Tarifas mais altas. Câmbio desfavorável. Ouro em alta. Colecionar relógios nos Estados Unidos, que vinha sendo um alívio para o setor relojoeiro suíço, está prestes a se tornar um hobby ainda mais caro. E o impacto disso pode ser decisivo para o futuro das marcas no principal mercado do ocidente.
Em um novo decreto emitido no fim de maio, Donald Trump elevou a tarifa de importação de relógios suíços de 10% para 39% — superando até a ameaça anterior de uma taxação de 31%. A medida ainda pode ser contestada ou renegociada, mas a data de implementação já foi definida: 7 de agosto.
A notícia caiu como uma bomba no setor. Afinal, enquanto outros mercados vinham recuando — como o asiático e, principalmente, o chinês —, os Estados Unidos mantinham um fôlego raro para as marcas de luxo. Só no primeiro semestre, a Swatch Group (dona da Omega, Longines e Tissot) viu as vendas no país crescerem dois dígitos. A Richemont, holding por trás da IWC e da Vacheron Constantin, também registrou crescimento superior a 10% na região das Américas por três trimestres consecutivos.
Mas o novo pacote de tarifas pode mudar esse cenário rapidamente.
O triplo golpe: tarifas, câmbio e ouro
Para os colecionadores americanos, o momento é de pressão de todos os lados. Além das tarifas, o franco suíço valorizou 11% sobre o dólar em 2025, e o ouro subiu mais de 25% no ano. O resultado? Um Rolex Daytona em ouro amarelo custa hoje, em média, 14% a mais do que em 2024.
Mesmo antes da nova tarifa entrar em vigor, as marcas já estavam reajustando seus preços para compensar a compressão das margens. Isso pode colocar em risco justamente o mercado que mais crescia: desde 2019, as exportações de relógios suíços para os EUA avançam 14% ao ano, quase o triplo da média global.

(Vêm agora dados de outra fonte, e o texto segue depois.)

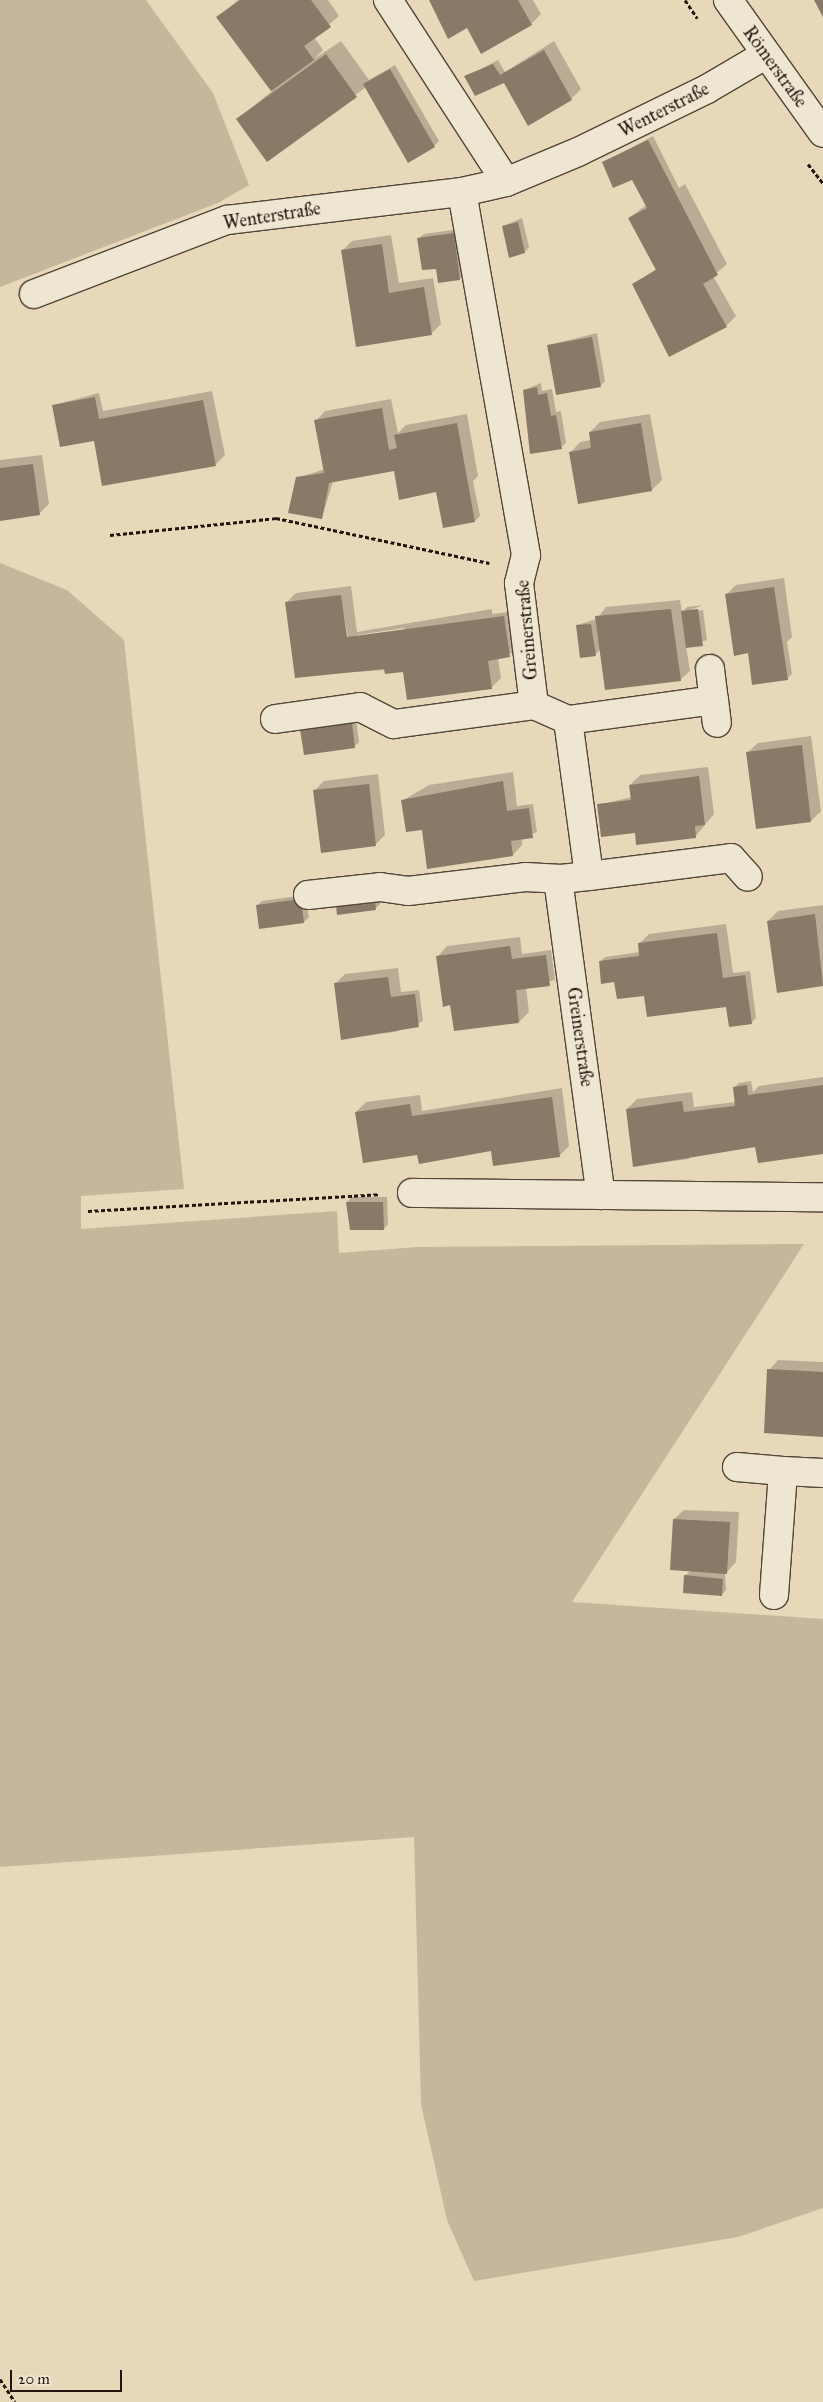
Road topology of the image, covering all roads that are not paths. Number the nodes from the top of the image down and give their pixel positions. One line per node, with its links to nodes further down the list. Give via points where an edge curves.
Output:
1 (388, 0): 5 (street)
2 (728, 0): 3 (street, Römerstraße)
3 (765, 55): 4 (street, Römerstraße); 5 (street, Wenterstraße, via 707,89 578,152)
4 (823, 134)
5 (506, 182): 6 (street, Wenterstraße)
6 (462, 192): 7 (street, Wenterstraße, via 227,220); 9 (street, Greinerstraße, via 524,563 519,583)
7 (34, 294)
8 (710, 669): 11 (street, via 716,711)
9 (534, 705): 10 (street, Greinerstraße, via 394,724 360,707); 11 (street, Greinerstraße)
10 (275, 719)
11 (568, 720): 12 (street)
12 (589, 876): 13 (street, via 731,858); 14 (street)
13 (748, 877)
14 (558, 879): 15 (street, via 525,877 408,891 380,887); 17 (street, Greinerstraße)
15 (308, 896)
16 (412, 1193): 17 (street)
17 (602, 1196): 18 (street)
18 (823, 1197)
19 (737, 1467): 20 (street)
20 (783, 1471): 21 (street); 22 (street)
21 (823, 1473)
22 (774, 1595)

O mercado americano tem espaço para crescer — mas com ressalvas
Apesar do otimismo recente, o consumo de relógios de luxo per capita nos EUA ainda é baixo quando comparado ao Reino Unido e à Europa continental. Mas isso está mudando. Segundo Brian Duffy, CEO da Watches of Switzerland, os americanos estão comprando mais, mais cedo — e com mais apetite por modelos sofisticados.
Hoje, 45% das vendas da varejista no país vêm de colecionadores experientes — o dobro da fatia registrada no Reino Unido. Além disso, o público americano é, em média, 10 anos mais jovem que o de outros mercados, o que renova o potencial de consumo no longo prazo.
Mas essa mesma base mais engajada também é a mais sensível a preços. E é aí que entra um fator crítico para o futuro do setor: o mercado de usados.
Relógios usados: de exceção a termômetro do setor
O mercado secundário, antes visto como uma alternativa marginal, agora movimenta quase um terço de todas as vendas globais de relógios de luxo, segundo a WatchCharts. A demanda por peças usadas cresceu tanto que já influencia os preços e decisões de compra no mercado primário.
Plataformas como Chrono24, WatchBox e a própria WatchCharts ajudam consumidores a entender quais modelos mantêm valor de revenda, quais desvalorizam rápido — e onde estão as melhores oportunidades.
E isso tem duas implicações diretas para as marcas:
Se os preços subirem demais no varejo tradicional, o consumidor pode migrar para os usados.
A facilidade de comparação e a alta liquidez de certos modelos tornam os aumentos de preços muito mais arriscados.
O estudo mais recente do Morgan Stanley com a WatchCharts mostra que a procura por relógios usados cresce mais rápido do que a dos novos — e os preços vêm caindo por 13 trimestres consecutivos, com o aumento da oferta.
Uma década de desafios para o setor
Desde 2015, o valor total das exportações suíças de relógios cresceu 20%. Mas o número de unidades vendidas caiu 45%. A razão? O avanço dos smartwatches — com o Apple Watch como principal vilão.
O impacto maior foi nos modelos de entrada, abaixo de US$ 625, que perderam quase 60% do volume de vendas. Enquanto isso, as marcas independentes e escassas como Rolex, Patek Philippe e Audemars Piguet sustentaram o topo do mercado, com listas de espera cada vez maiores.
Com a China desacelerando e a Europa estagnada, os EUA se tornaram o último grande bastião de crescimento para a indústria. As tarifas de Trump colocam esse bastião sob risco.
E num setor que depende tanto de imagem, percepção e status, aumentar o preço enquanto o concorrente do mercado paralelo cobra menos pode ser um movimento com alto custo.